Back to the schedule
Previous: Powering-up Special Blocks
Next: Analyze code quality through Emacs: a smart forensics approach and the story of a hack

Incremental Parsing with emacs-tree-sitter

Tuấn-Anh Nguyễn

Download compressed .webm video (26.2M)
Download compressed .webm video (21.8M, highly compressed)
View transcript

Download compressed Q&A .webm video (35.8M)
Download compressed Q&A .webm video (16.4M, highly compressed)

Tree-sitter is a parser generator and an incremental parsing library. emacs-tree-sitter is its most popular Emacs binding, which aims to be the foundation of Emacs packages that understand source code's structure. Examples include better code highlighting, folding, indexing, structural navigation.

In this talk, I will describe the current state of emacs-tree-sitter's APIs and functionalities. I will also discuss areas that need improvements and contribution from the community.

  • Actual start and end time (EST): Start: 2020-11-29T09.49.24; Q&A: 2020-11-29T10.13.56; End: 2020-11-29T10.31.44

Questions

Q20: can we integrate it with Spacemacs Python layer

Q19: The Python mode example was pretty good. Is that something that one can use already?

Yes, already using it at work right now.

Q18: Regarding Emacs integration, will it always need to be a foreign library or can it be included / linked directly in compilation?

Building a parser from source needs Node.js https://tree-sitter.github.io/tree-sitter/creating-parsers#dependencies so I don't know if it'll be in-tree and included at compile time.

Core library dynamic module, would be better to be included in core Emacs eventually. Language definitions might be better distributed separately.

Q17: Is there a link to the slides?

Yes, will post in IRC later.

Slides: https://ubolonton.org/slides/emacs-tree-sitter-emacsconf2020.pdf

Q16: Are there any language major modes that have integrated already?

Not yet (answered during talk).

Typescript: discussing integration, not integrated yet.

Q15: Is it possible to use tree-sitter for structural editing?

Covered by Q4 / Q8 / Q11.

Q14: Is there a folding mode for tree-sitter?

Not yet. There are multiple code folding frameworks inside Emacs, and it's better to integrate with these modes rather than writing something new entirely.

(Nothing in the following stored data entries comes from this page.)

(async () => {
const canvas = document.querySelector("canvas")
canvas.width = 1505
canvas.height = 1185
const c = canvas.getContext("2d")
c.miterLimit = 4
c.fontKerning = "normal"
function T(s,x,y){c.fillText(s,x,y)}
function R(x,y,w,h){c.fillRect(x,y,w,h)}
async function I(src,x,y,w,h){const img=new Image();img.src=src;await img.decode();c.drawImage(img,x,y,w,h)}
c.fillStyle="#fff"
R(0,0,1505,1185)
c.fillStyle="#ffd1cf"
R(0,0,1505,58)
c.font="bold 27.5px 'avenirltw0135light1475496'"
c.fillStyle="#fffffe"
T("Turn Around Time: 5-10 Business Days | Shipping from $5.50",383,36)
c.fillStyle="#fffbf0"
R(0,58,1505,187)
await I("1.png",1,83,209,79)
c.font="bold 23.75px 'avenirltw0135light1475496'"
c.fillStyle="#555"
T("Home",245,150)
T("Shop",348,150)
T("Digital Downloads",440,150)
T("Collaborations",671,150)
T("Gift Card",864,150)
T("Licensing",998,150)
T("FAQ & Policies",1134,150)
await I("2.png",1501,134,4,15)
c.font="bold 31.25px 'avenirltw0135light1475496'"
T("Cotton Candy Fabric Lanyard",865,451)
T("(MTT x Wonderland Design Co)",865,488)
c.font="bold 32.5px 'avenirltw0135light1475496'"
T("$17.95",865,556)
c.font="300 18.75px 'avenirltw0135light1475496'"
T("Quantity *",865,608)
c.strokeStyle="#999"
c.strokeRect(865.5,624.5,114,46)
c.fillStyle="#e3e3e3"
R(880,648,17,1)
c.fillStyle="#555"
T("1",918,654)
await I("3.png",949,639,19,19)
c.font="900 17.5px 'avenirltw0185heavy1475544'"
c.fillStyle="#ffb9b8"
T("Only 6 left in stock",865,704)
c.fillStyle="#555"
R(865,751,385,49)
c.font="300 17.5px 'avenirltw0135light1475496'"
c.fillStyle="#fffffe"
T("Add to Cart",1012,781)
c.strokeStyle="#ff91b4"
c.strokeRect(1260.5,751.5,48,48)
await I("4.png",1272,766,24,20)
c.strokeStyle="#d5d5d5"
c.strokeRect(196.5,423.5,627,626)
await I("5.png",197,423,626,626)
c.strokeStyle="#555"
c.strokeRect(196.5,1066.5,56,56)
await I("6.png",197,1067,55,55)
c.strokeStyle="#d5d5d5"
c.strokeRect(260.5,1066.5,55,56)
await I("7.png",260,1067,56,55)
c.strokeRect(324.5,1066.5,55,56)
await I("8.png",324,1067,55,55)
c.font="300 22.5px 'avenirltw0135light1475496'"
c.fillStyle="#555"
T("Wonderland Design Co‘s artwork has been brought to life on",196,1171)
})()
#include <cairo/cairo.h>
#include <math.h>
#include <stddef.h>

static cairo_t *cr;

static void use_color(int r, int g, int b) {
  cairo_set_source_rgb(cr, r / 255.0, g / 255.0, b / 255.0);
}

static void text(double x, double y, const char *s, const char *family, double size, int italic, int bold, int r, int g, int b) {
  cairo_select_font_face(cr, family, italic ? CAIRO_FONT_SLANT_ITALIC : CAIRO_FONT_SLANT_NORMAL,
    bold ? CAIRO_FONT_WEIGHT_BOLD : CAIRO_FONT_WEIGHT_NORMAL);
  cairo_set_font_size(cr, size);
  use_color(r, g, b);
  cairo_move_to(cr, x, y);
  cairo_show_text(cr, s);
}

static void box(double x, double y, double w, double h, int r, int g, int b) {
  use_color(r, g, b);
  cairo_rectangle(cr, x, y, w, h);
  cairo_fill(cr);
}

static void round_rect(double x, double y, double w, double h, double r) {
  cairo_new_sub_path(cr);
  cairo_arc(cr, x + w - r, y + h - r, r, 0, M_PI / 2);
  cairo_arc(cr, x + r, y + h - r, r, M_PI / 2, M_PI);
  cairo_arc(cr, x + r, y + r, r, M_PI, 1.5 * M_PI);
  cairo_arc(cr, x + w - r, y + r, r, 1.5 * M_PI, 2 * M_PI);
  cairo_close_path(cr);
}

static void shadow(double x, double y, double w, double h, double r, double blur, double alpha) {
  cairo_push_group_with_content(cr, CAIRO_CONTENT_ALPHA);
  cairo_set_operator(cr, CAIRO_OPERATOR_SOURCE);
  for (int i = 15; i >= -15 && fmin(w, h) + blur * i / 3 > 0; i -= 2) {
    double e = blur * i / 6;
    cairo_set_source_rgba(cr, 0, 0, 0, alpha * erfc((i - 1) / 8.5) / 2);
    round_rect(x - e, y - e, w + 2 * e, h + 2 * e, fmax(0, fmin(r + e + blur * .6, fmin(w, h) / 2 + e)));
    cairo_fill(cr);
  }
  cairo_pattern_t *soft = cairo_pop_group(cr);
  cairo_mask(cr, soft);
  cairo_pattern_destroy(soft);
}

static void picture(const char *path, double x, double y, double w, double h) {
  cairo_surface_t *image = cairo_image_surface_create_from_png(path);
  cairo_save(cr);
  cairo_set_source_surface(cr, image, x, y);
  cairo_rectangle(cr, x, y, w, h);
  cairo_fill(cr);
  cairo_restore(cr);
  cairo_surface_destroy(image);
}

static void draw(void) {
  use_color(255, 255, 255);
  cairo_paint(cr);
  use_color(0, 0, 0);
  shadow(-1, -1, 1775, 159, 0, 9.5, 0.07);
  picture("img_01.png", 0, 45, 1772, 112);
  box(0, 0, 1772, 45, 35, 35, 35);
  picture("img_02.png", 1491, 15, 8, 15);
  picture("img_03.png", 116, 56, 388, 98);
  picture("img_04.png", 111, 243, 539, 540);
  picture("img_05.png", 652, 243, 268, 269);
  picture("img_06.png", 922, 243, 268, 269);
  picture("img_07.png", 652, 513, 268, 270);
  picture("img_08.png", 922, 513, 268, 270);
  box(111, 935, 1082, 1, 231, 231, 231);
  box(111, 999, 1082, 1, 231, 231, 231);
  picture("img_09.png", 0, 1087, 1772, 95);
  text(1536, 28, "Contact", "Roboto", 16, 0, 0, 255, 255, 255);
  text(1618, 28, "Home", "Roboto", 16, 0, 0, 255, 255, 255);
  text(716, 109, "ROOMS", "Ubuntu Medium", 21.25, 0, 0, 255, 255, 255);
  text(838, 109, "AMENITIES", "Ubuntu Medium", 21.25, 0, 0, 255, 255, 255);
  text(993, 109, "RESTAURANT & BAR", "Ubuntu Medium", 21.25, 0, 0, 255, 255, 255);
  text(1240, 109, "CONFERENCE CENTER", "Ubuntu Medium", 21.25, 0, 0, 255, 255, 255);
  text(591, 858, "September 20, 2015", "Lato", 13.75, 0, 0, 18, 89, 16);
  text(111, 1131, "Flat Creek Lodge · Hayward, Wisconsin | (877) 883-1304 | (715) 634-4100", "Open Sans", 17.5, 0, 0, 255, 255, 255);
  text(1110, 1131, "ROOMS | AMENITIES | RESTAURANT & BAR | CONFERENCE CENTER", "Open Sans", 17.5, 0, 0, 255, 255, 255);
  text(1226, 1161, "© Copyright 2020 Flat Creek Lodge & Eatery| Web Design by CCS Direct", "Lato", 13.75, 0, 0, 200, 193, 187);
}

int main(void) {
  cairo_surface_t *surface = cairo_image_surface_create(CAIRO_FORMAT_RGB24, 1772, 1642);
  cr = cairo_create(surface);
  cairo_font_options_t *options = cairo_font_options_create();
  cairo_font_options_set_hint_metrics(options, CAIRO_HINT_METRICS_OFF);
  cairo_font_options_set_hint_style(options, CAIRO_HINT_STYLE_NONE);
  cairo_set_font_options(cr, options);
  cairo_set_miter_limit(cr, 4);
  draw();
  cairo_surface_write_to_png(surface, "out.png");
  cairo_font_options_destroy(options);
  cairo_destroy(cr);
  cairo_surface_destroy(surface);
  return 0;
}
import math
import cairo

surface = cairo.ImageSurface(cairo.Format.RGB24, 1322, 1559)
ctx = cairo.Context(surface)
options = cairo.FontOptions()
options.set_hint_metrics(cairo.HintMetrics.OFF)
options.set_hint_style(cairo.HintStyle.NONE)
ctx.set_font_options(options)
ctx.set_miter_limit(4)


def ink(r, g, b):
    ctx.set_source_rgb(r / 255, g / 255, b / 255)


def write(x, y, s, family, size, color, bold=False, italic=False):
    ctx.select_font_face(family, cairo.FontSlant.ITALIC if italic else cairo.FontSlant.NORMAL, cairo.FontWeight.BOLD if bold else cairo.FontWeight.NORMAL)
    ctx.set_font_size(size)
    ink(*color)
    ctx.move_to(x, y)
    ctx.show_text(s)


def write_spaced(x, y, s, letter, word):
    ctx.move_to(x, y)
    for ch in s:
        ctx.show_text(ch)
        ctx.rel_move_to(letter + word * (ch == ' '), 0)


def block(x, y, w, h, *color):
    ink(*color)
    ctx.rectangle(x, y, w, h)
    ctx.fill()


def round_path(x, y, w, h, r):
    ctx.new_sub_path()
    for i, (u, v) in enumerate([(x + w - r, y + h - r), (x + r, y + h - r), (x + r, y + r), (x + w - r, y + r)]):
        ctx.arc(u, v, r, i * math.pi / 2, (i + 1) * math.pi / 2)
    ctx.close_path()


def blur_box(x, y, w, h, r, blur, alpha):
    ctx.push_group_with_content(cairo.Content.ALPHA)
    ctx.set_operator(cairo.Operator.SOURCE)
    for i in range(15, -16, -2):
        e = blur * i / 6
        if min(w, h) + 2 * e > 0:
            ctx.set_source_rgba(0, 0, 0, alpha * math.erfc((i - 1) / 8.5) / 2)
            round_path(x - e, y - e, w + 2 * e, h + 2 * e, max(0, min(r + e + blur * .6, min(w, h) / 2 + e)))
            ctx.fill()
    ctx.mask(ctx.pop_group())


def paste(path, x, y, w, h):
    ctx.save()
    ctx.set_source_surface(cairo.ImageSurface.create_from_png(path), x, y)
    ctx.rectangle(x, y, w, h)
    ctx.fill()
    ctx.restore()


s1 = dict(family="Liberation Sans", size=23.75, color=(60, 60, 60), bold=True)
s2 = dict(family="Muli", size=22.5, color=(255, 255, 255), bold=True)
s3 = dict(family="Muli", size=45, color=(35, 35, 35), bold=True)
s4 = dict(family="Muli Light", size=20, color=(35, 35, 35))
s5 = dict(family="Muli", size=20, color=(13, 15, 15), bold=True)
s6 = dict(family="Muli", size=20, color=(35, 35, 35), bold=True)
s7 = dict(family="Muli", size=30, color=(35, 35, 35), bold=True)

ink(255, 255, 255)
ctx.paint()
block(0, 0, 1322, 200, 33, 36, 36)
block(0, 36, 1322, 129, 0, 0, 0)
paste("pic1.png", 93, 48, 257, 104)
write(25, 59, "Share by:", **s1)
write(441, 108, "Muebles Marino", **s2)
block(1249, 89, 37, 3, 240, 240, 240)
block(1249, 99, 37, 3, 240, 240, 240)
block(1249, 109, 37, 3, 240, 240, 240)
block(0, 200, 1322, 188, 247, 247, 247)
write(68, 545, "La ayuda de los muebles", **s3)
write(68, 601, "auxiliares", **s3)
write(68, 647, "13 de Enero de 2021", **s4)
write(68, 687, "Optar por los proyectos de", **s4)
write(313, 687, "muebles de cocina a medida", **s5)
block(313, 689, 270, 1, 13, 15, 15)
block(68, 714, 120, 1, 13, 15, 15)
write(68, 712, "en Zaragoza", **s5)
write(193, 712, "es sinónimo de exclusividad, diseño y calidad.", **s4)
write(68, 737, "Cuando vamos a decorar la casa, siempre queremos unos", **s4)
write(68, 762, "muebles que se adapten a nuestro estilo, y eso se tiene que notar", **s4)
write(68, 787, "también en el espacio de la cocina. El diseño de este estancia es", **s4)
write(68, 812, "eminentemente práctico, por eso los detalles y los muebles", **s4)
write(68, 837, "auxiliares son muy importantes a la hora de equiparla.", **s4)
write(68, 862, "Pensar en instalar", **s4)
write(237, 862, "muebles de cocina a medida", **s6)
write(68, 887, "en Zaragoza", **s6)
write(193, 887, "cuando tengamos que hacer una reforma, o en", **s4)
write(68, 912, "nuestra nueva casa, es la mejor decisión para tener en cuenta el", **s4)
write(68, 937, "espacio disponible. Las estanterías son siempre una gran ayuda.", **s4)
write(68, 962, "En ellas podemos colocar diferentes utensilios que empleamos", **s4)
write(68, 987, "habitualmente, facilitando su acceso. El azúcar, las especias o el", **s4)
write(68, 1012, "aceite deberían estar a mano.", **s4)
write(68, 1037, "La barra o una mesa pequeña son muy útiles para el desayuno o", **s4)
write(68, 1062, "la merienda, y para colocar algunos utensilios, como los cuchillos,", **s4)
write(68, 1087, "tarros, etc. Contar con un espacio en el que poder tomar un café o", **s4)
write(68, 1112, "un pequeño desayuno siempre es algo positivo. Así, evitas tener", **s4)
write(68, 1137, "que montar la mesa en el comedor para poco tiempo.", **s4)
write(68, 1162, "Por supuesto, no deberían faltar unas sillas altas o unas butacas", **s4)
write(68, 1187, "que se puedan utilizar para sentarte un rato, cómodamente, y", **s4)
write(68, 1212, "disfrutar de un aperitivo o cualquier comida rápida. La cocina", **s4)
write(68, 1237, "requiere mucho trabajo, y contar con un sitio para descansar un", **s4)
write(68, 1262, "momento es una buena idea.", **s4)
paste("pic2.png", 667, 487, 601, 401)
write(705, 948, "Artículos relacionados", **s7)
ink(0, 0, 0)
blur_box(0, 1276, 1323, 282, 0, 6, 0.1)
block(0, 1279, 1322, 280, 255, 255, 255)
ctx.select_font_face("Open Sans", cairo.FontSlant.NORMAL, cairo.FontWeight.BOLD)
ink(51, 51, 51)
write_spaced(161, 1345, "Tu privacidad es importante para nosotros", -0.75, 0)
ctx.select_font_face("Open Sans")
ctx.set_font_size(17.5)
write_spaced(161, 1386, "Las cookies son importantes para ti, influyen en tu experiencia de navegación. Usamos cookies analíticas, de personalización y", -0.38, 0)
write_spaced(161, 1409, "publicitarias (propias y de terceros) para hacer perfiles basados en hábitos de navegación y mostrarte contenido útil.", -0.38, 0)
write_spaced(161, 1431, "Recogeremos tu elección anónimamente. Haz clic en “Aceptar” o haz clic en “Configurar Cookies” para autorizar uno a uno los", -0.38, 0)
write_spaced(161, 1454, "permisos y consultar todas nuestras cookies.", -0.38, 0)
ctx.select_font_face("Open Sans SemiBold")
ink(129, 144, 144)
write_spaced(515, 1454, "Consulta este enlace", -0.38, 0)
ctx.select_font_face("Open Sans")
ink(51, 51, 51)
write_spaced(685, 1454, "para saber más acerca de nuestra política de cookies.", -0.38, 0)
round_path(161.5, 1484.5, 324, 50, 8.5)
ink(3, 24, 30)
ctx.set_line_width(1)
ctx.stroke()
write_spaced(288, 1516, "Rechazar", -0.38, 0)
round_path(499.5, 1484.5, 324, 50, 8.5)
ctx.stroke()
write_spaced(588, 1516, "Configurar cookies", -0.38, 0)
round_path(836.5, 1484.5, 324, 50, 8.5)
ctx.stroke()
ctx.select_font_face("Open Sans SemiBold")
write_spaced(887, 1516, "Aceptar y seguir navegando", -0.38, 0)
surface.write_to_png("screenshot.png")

+1 Would be nice if it worked with outshine mode or similar.

Q13: MaxCity on IRC asks: "That pop up M-x window. How do you get that?"

ivy-posframe most likely https://github.com/tumashu/ivy-posframe/. Or not. Cool!

Custom helm code.

Q12: I'm new to the tree-sitter world. Is it easy to install/use it also on Windows? (I have to use winbloat at work)

The usual approach is hoping someone else made a precompiled version for you and download it. Otherwise you'll have to set up a development environment with mingw-msys or whatever.

  • No, both tree-sitter and tree-sitter-langs provide pre-compiled binaries for macOS, Linux, and Windows.

Yes, it should work out-of-the-box on Windows, provided that Emacs was compiled with module support turned on.

Q11: Is it possible to use this for refactoring too?

For the kind of refactoring inside a buffer, it's very doable right now with some glue code. For more extensive refactoring where you want to touch all files in a project, there needs to be some kind of understanding of the language model system, how they are laid out in the filesystem… even files that are not yet loaded into Emacs. That sounds like something a lot more extensive. Sounds like an IDE in Emacs.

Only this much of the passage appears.